#### Exercise input:
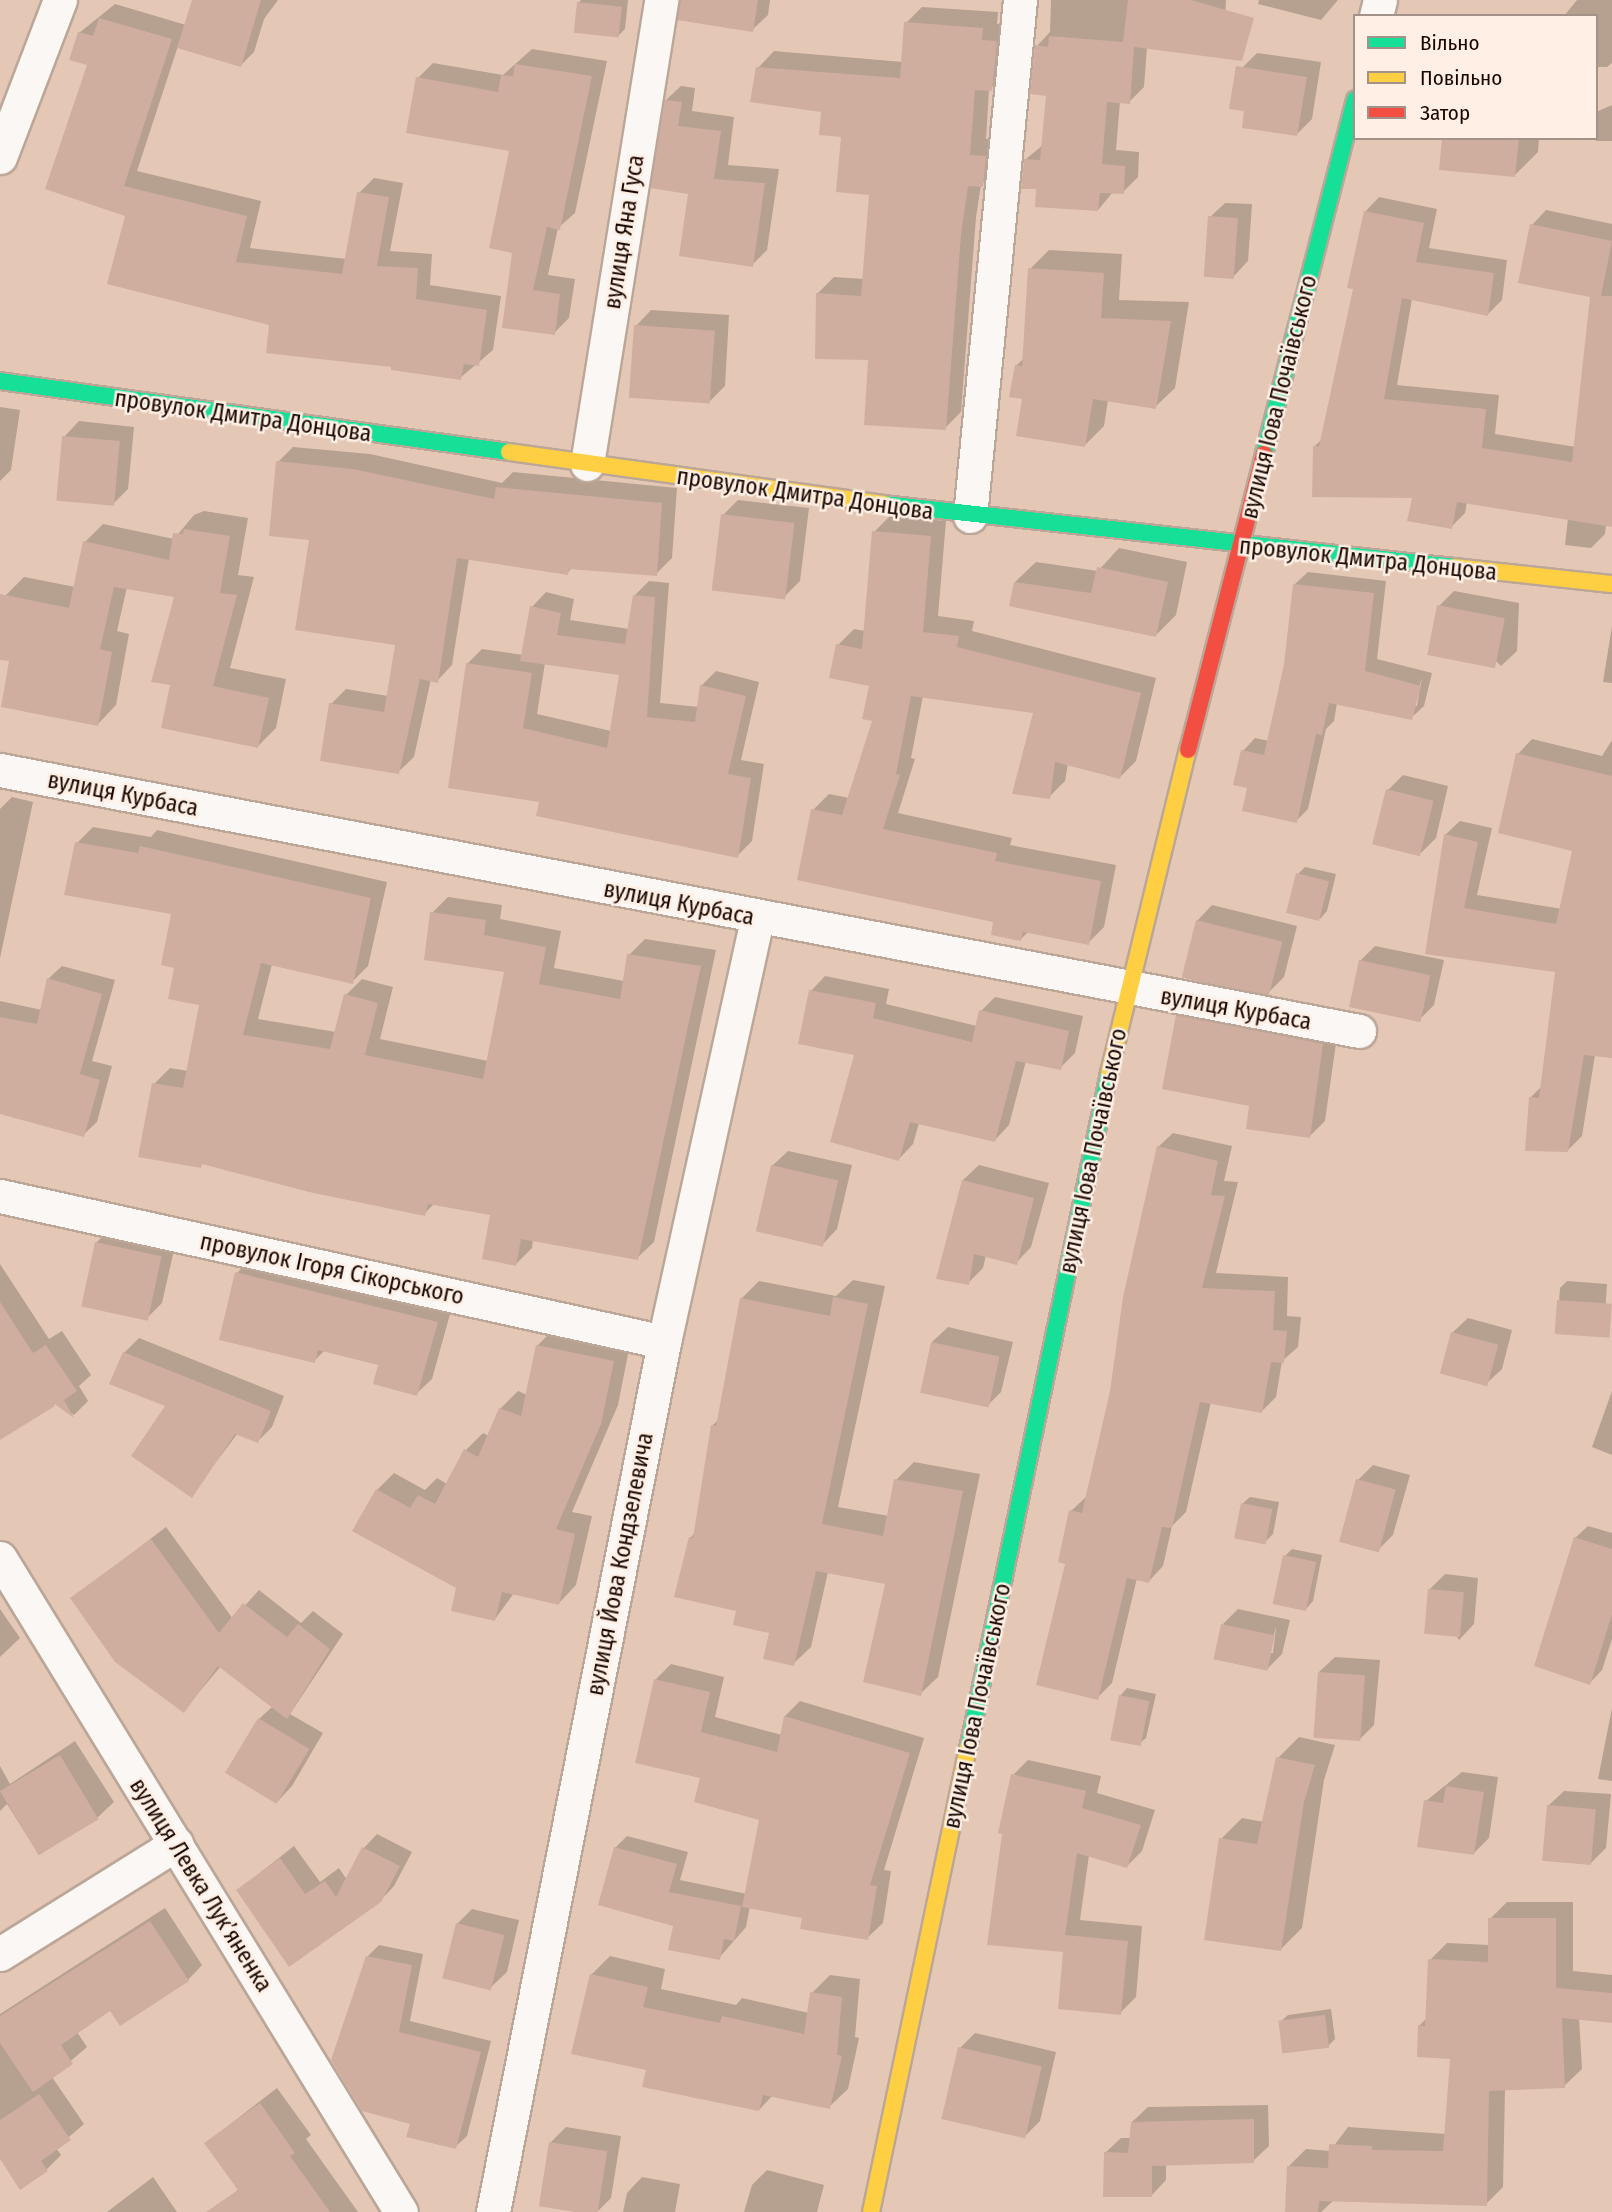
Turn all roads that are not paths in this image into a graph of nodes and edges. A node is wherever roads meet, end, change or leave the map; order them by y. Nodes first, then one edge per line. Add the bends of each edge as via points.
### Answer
1 (60, 0) edge
2 (661, 0) edge
3 (1020, 0) edge
4 (1353, 108) edge
5 (0, 157) edge
6 (0, 381) edge
7 (587, 464) junction
8 (970, 516) junction
9 (1241, 547) junction
10 (1612, 584) edge
11 (0, 770) edge
12 (757, 918) junction
13 (1127, 989) junction
14 (1359, 1031) dead end
15 (0, 1196) edge
16 (664, 1342) junction
17 (0, 1558) edge
18 (176, 1844) junction
19 (0, 1954) edge
20 (401, 2212) edge
21 (493, 2212) edge
22 (871, 2212) edge

1 - 5 street
2 - 7 street, вулиця Яна Гуса
3 - 8 street
4 - 9 street, вулиця Іова Почаївського
6 - 7 street, провулок Дмитра Донцова
7 - 8 street, провулок Дмитра Донцова
8 - 9 street, провулок Дмитра Донцова
9 - 10 street, провулок Дмитра Донцова
9 - 13 street, вулиця Іова Почаївського
11 - 12 street, вулиця Курбаса
12 - 13 street, вулиця Курбаса
12 - 16 street, вулиця Йова Кондзелевича
13 - 14 street, вулиця Курбаса
13 - 22 street, вулиця Іова Почаївського
15 - 16 street, провулок Ігоря Сікорського
16 - 21 street, вулиця Йова Кондзелевича
17 - 18 street, вулиця Левка Лукʼяненка
18 - 19 street
18 - 20 street, вулиця Левка Лукʼяненка

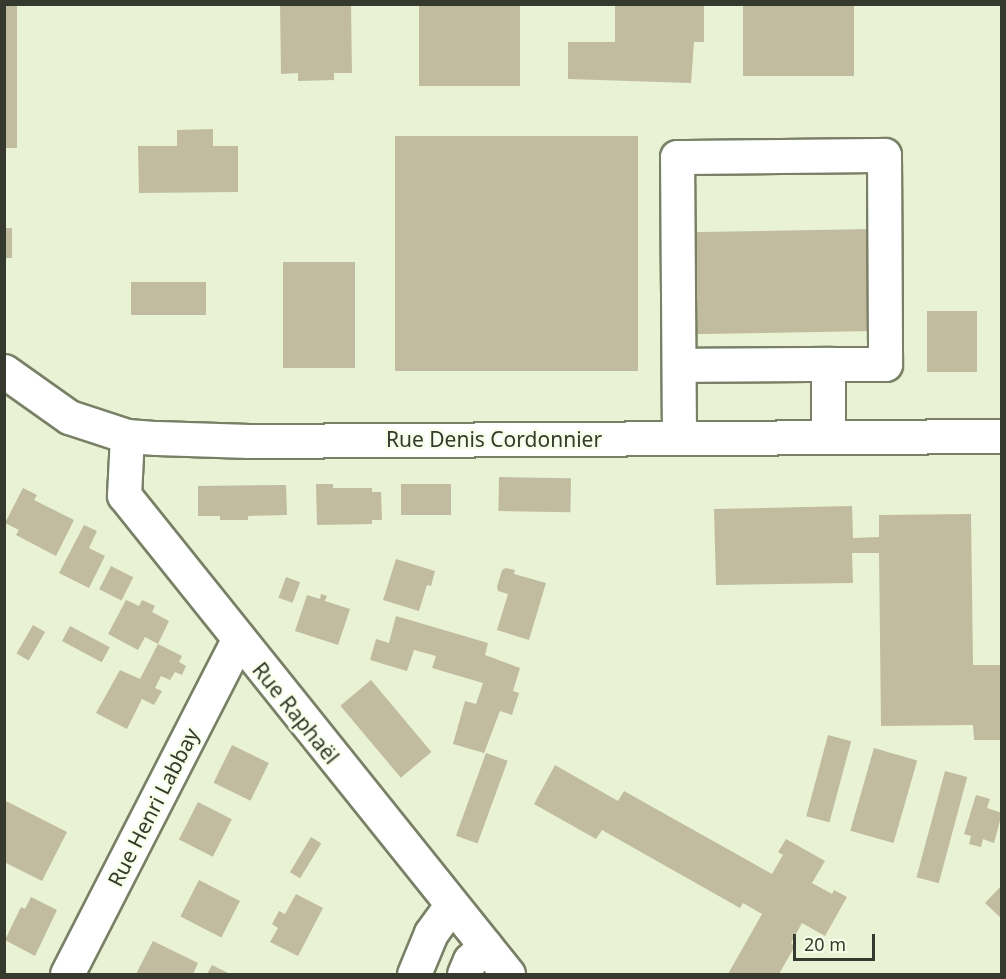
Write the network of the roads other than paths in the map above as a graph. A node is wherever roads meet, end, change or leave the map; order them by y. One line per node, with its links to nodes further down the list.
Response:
1 (828, 364): 2 (street); 2 (street); 6 (street)
2 (679, 365): 7 (street)
3 (4, 370): 4 (street, Rue Denis Cordonnier)
4 (127, 436): 7 (street, Rue Denis Cordonnier); 8 (street, Rue Raphaël)
5 (1002, 436): 6 (street, Rue Denis Cordonnier)
6 (828, 437): 7 (street, Rue Denis Cordonnier)
7 (679, 438)
8 (238, 640): 9 (street, Rue Raphaël); 11 (street, Rue Henri Labbay)
9 (451, 905): 10 (street, Rue Raphaël); 12 (street)
10 (485, 946): 13 (street); 14 (street, Rue Raphaël)
11 (67, 975)
12 (414, 975)
13 (464, 975)
14 (508, 975)

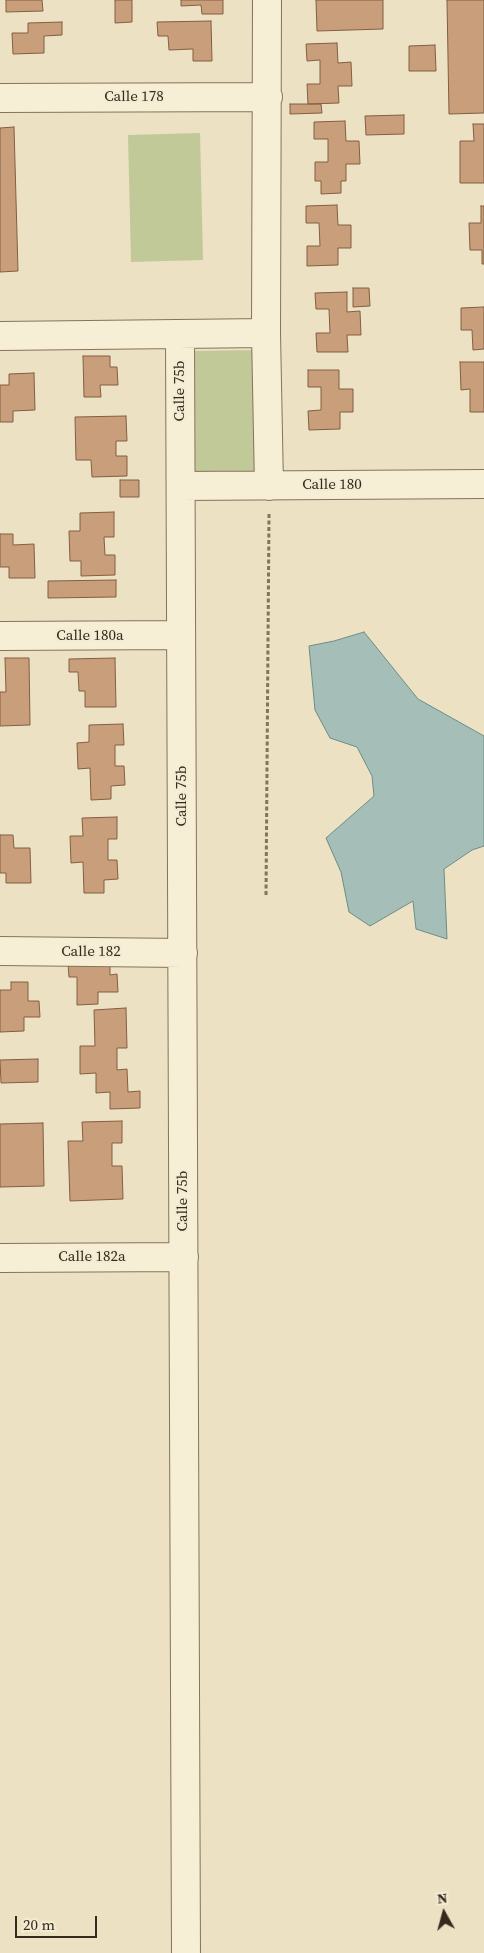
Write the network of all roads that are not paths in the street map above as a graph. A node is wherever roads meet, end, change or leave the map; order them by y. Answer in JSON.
{"nodes":[{"id":1,"x":267,"y":0,"type":"edge"},
{"id":2,"x":268,"y":97,"type":"junction"},
{"id":3,"x":0,"y":98,"type":"edge"},
{"id":4,"x":266,"y":333,"type":"junction"},
{"id":5,"x":180,"y":334,"type":"junction"},
{"id":6,"x":0,"y":336,"type":"edge"},
{"id":7,"x":484,"y":484,"type":"edge"},
{"id":8,"x":181,"y":486,"type":"junction"},
{"id":9,"x":269,"y":486,"type":"junction"},
{"id":10,"x":181,"y":635,"type":"junction"},
{"id":11,"x":0,"y":636,"type":"edge"},
{"id":12,"x":0,"y":952,"type":"edge"},
{"id":13,"x":183,"y":953,"type":"junction"},
{"id":14,"x":184,"y":1257,"type":"junction"},
{"id":15,"x":0,"y":1258,"type":"edge"},
{"id":16,"x":186,"y":1953,"type":"edge"}],
"edges":[{"from":1,"to":2,"type":"street"},
{"from":2,"to":3,"type":"street","name":"Calle 178"},
{"from":2,"to":4,"type":"street"},
{"from":4,"to":5,"type":"street"},
{"from":4,"to":9,"type":"street"},
{"from":5,"to":6,"type":"street"},
{"from":5,"to":8,"type":"street","name":"Calle 75b"},
{"from":7,"to":9,"type":"street","name":"Calle 180"},
{"from":8,"to":9,"type":"street","name":"Calle 180"},
{"from":8,"to":10,"type":"street","name":"Calle 75b"},
{"from":10,"to":11,"type":"street","name":"Calle 180a"},
{"from":10,"to":13,"type":"street","name":"Calle 75b"},
{"from":12,"to":13,"type":"street","name":"Calle 182"},
{"from":13,"to":14,"type":"street","name":"Calle 75b"},
{"from":14,"to":15,"type":"street","name":"Calle 182a"},
{"from":14,"to":16,"type":"street","name":"Calle 75b"}]}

#### Exercise goal:
No picture belongs in the answer, but every word of the records above does, exactly as given.

#### Output for this task:
Turn all roads that are not paths in this image into a graph of nodes and edges. A node is wherever roads meet, end, change or leave the map; order them by y. Nodes first, then one edge per line. Add the bends of each edge as via points.
### Answer
1 (60, 0) edge
2 (661, 0) edge
3 (1020, 0) edge
4 (1353, 108) edge
5 (0, 157) edge
6 (0, 381) edge
7 (587, 464) junction
8 (970, 516) junction
9 (1241, 547) junction
10 (1612, 584) edge
11 (0, 770) edge
12 (757, 918) junction
13 (1127, 989) junction
14 (1359, 1031) dead end
15 (0, 1196) edge
16 (664, 1342) junction
17 (0, 1558) edge
18 (176, 1844) junction
19 (0, 1954) edge
20 (401, 2212) edge
21 (493, 2212) edge
22 (871, 2212) edge

1 - 5 street
2 - 7 street, вулиця Яна Гуса
3 - 8 street
4 - 9 street, вулиця Іова Почаївського
6 - 7 street, провулок Дмитра Донцова
7 - 8 street, провулок Дмитра Донцова
8 - 9 street, провулок Дмитра Донцова
9 - 10 street, провулок Дмитра Донцова
9 - 13 street, вулиця Іова Почаївського
11 - 12 street, вулиця Курбаса
12 - 13 street, вулиця Курбаса
12 - 16 street, вулиця Йова Кондзелевича
13 - 14 street, вулиця Курбаса
13 - 22 street, вулиця Іова Почаївського
15 - 16 street, провулок Ігоря Сікорського
16 - 21 street, вулиця Йова Кондзелевича
17 - 18 street, вулиця Левка Лукʼяненка
18 - 19 street
18 - 20 street, вулиця Левка Лукʼяненка

Write the network of the roads other than paths in the map above as a graph. A node is wherever roads meet, end, change or leave the map; order them by y. One line per node, with its links to nodes further down the list.
Response:
1 (828, 364): 2 (street); 2 (street); 6 (street)
2 (679, 365): 7 (street)
3 (4, 370): 4 (street, Rue Denis Cordonnier)
4 (127, 436): 7 (street, Rue Denis Cordonnier); 8 (street, Rue Raphaël)
5 (1002, 436): 6 (street, Rue Denis Cordonnier)
6 (828, 437): 7 (street, Rue Denis Cordonnier)
7 (679, 438)
8 (238, 640): 9 (street, Rue Raphaël); 11 (street, Rue Henri Labbay)
9 (451, 905): 10 (street, Rue Raphaël); 12 (street)
10 (485, 946): 13 (street); 14 (street, Rue Raphaël)
11 (67, 975)
12 (414, 975)
13 (464, 975)
14 (508, 975)

Write the network of all roads that are not paths in the street map above as a graph. A node is wherever roads meet, end, change or leave the map; order them by y. Answer in JSON.
{"nodes":[{"id":1,"x":267,"y":0,"type":"edge"},
{"id":2,"x":268,"y":97,"type":"junction"},
{"id":3,"x":0,"y":98,"type":"edge"},
{"id":4,"x":266,"y":333,"type":"junction"},
{"id":5,"x":180,"y":334,"type":"junction"},
{"id":6,"x":0,"y":336,"type":"edge"},
{"id":7,"x":484,"y":484,"type":"edge"},
{"id":8,"x":181,"y":486,"type":"junction"},
{"id":9,"x":269,"y":486,"type":"junction"},
{"id":10,"x":181,"y":635,"type":"junction"},
{"id":11,"x":0,"y":636,"type":"edge"},
{"id":12,"x":0,"y":952,"type":"edge"},
{"id":13,"x":183,"y":953,"type":"junction"},
{"id":14,"x":184,"y":1257,"type":"junction"},
{"id":15,"x":0,"y":1258,"type":"edge"},
{"id":16,"x":186,"y":1953,"type":"edge"}],
"edges":[{"from":1,"to":2,"type":"street"},
{"from":2,"to":3,"type":"street","name":"Calle 178"},
{"from":2,"to":4,"type":"street"},
{"from":4,"to":5,"type":"street"},
{"from":4,"to":9,"type":"street"},
{"from":5,"to":6,"type":"street"},
{"from":5,"to":8,"type":"street","name":"Calle 75b"},
{"from":7,"to":9,"type":"street","name":"Calle 180"},
{"from":8,"to":9,"type":"street","name":"Calle 180"},
{"from":8,"to":10,"type":"street","name":"Calle 75b"},
{"from":10,"to":11,"type":"street","name":"Calle 180a"},
{"from":10,"to":13,"type":"street","name":"Calle 75b"},
{"from":12,"to":13,"type":"street","name":"Calle 182"},
{"from":13,"to":14,"type":"street","name":"Calle 75b"},
{"from":14,"to":15,"type":"street","name":"Calle 182a"},
{"from":14,"to":16,"type":"street","name":"Calle 75b"}]}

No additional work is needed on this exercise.